My 140conf Talk: Twitter as Publishing

by Tim O'Reilly@timoreillycomments: 6

I spoke at Jeff Pulver's 140conf a few weeks ago. My subject was the continuity of what I do, from publishing through conferences through my presence on twitter. I tried to draw the connections, and to explain how "social media" means drawing from, curating, and amplifying the voices of a community. I suggest that the role of an editor and publisher is analogous to the role of a point guard in basketball, handing out "assists" and improving the performance of his or her teammates. After all, I point out, I couldn't possibly tweet enough to cover all the topics I am interested in. But by using my retweets to build the visibility of others, I can create and foster a community that cares about the ideas, trends, and people that I care about.

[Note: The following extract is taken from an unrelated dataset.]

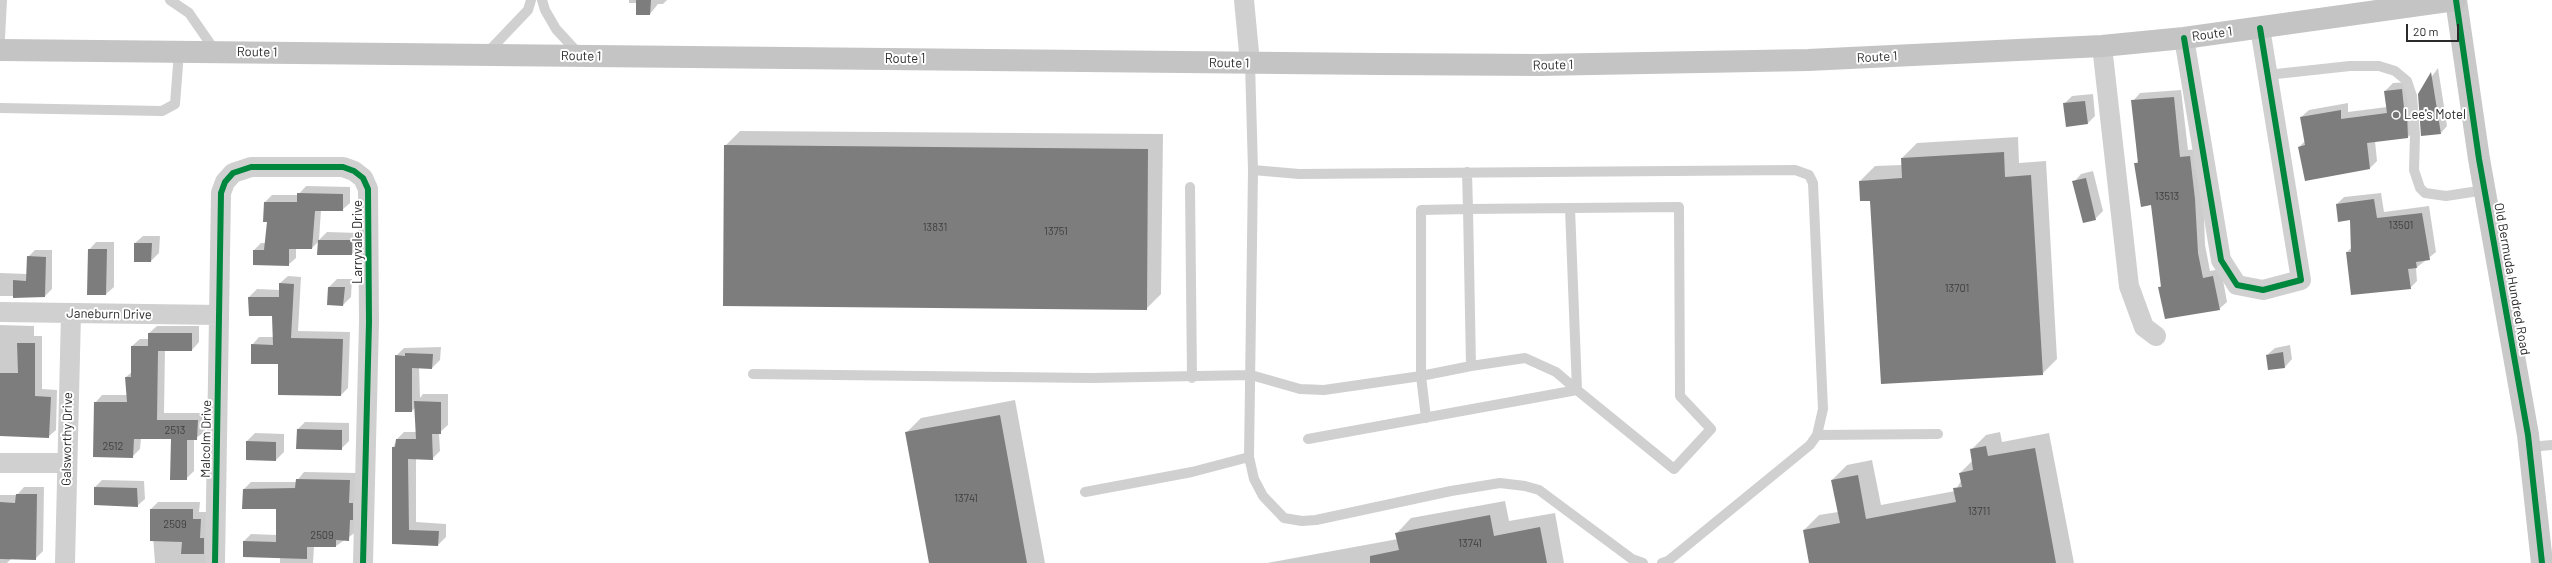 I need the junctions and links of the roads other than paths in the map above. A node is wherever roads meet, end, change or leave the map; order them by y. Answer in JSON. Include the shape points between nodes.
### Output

My talk starts about 1:40 into the video, after a few comments from Jeff Pulver, the conference organizer. I've provided a lightly edited and linkified transcript below, for those of you who don't have time to watch the entire 15 minute video. If you do have the time, you can watch the video from the entire two-day conference at http://www.140conf.com/watchit.

What I learned from Twitter

Hi. I want to talk to you a little bit about Twitter and media. I'm a publisher. I'm a publisher in print. And it turns out I'm also a publisher on Twitter. I want to explain the roots of media and how that connects with what we're doing in this newest form of media.

When you think about the original use case of Twitter, which @Leisa described so wonderfully as “ambient intimacy,” it's really news from your close friends. But it's news nonetheless. And sometimes the news from individuals becomes news that matters to a whole lot more people. When someone in Tehran today is reporting their personal news, it's news that matters to all of us. And so you can see the continuum between the personal and the international in those moments.

But that continuum exists all the time, and it's existed always in media.